Именно из этой непременной уверенности, что от любого классика можно ожидать размышлений и высказываний по поводу определенного набора «основополагающих понятий» или «вечных тем», по всей видимости, в основном и возникает путаница, порожденная этим подходом к изучению истории как литературной, так и философской мысли. Однако почему такая уверенность ведет к заблуждению, однозначно сказать трудно. Легко осудить этот постулат как «роковую ошибку» [MacIntyre 1966a: 2][44], но так же легко заявить, что в нем должна заключаться какая-то доля истины. Ведь нельзя полагать, что история каждого из различных интеллектуальных поисков характеризуется использованием «вполне устойчивого лексикона» [Wolin 1961: 27][45] типичных понятий. Даже если придерживаться размытой – в духе моды – теории, согласно которой мы можем как-то определить и описать эти разнообразные процессы лишь в силу их «семейного сходства», мы все равно должны руководствоваться какими-то критериями и правилами, на чьем основании мы приводим одни высказывания в качестве примеров данного процесса и исключаем другие. Иначе у нас в конечном счете не будет возможности – и тем более оснований – представлять и описывать, например, историю этических или политических концепций как историю каких-то наблюдаемых действий вообще. На самом деле путаница, по-видимому, возникает главным образом не из-за нелепости, а из-за правдивости утверждения, что все подобные процессы должны затрагивать определенный набор понятий. Ведь если между проявлениями этих процессов должно быть хоть какое-то семейное сходство, которое мы должны уловить, чтобы определить сам процесс, никакой наблюдатель не сможет изучать этот процесс или какое-нибудь его проявление без каких-то предварительных представлений о том, что он ожидает увидеть.

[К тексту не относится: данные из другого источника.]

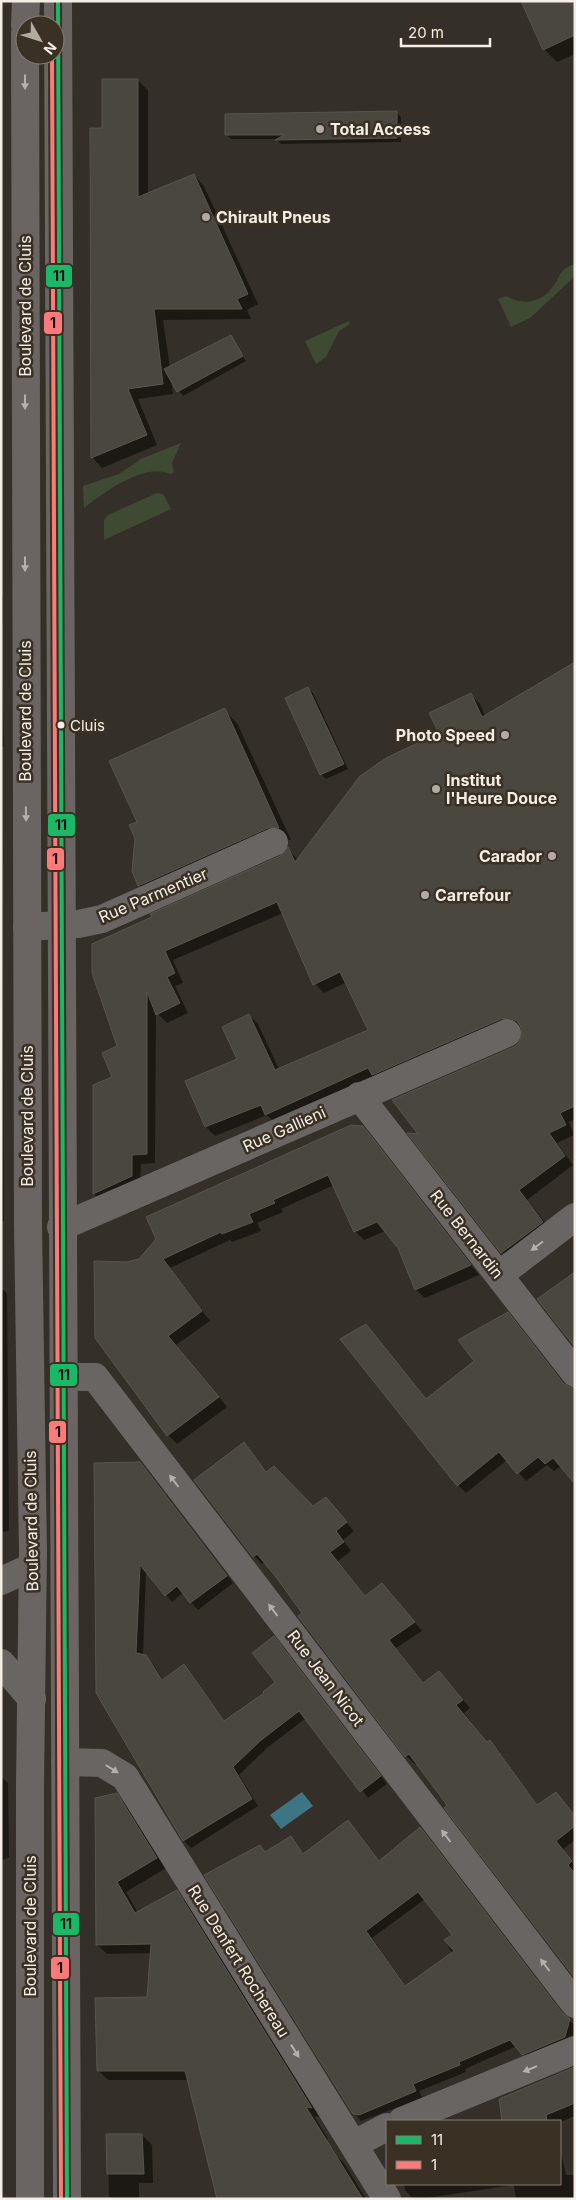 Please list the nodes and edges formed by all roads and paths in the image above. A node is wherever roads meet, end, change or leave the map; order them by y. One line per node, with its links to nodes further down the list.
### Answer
1 (26, 1): 3 (main road)
2 (58, 1): 6 (main road, Boulevard de Cluis)
3 (25, 15)
4 (25, 65): 7 (main road, Boulevard de Cluis, one-way to 7)
5 (274, 842): 6 (street, Rue Parmentier)
6 (60, 925): 7 (street, Rue Parmentier); 11 (main road, Boulevard de Cluis)
7 (27, 927): 15 (main road, Boulevard de Cluis)
8 (508, 1033): 9 (street, Rue Gallieni)
9 (359, 1096): 11 (street, Rue Gallieni); 12 (street, Rue Bernardin)
10 (575, 1217): 12 (street, one-way to 12)
11 (62, 1227): 14 (main road, Boulevard de Cluis)
12 (499, 1275): 13 (street, Rue Bernardin)
13 (575, 1373)
14 (64, 1377): 19 (main road, Boulevard de Cluis); 20 (street, Rue Jean Nicot, one-way to 14)
15 (32, 1567): 16 (street); 18 (main road, Boulevard de Cluis)
16 (1, 1581)
17 (1, 1663): 18 (street)
18 (32, 1699): 25 (main road, Boulevard de Cluis)
19 (65, 1762): 24 (street, Rue Denfert Rochereau, one-way to 24); 26 (main road, Boulevard de Cluis)
20 (575, 2004)
21 (575, 2050): 22 (street, one-way to 22)
22 (404, 2120)
23 (386, 2128): 24 (street)
24 (354, 2144): 27 (street, Rue Denfert Rochereau)
25 (30, 2199)
26 (67, 2199)
27 (387, 2199)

Эта дилемма актуальна для истории идей – и особенно для утверждения, что предметом изучения историка должен быть лишь текст как таковой, – поскольку в действительности никогда не получится просто исследовать то, что сказал тот или иной классический автор (в особенности если речь идет о другой культуре), оставив в стороне наши ожидания по поводу того, что он должен был говорить. Эта дилемма известна психологам как – очевидно, неминуемый [Allport 1955][46] – фактор, определяющий ментальную установку наблюдателя. Наш прошлый опыт «подсказывает нам определенное восприятие деталей». И когда найден подходящий угол зрения, «начинается процесс подготовки к тому, чтобы воспринимать или реагировать определенным образом» [Allport 1955: 239]. Итоговая дилемма в рамках моей нынешней задачи может быть сформулирована в ключевом по форме, но на деле очень расплывчатом предположении, что те модели и предварительные представления, в терминах которых мы неизбежно организуем и к которым приспосабливаем свои впечатления и мысли, сами будут влиять на то, что мы думаем или ощущаем. Чтобы понимать, мы должны структурировать, а структурировать то, что нам незнакомо, мы можем, только опираясь на то, что нам знакомо[47]. Таким образом, опасность нашего стремления расширить историческую интерпретацию состоит в том, что наши ожидания относительно чьих-либо высказываний или действий могут заставить нас приписывать другому действия, которые тот не стал бы – или даже не смог бы – соотносить с тем, что он действительно делал.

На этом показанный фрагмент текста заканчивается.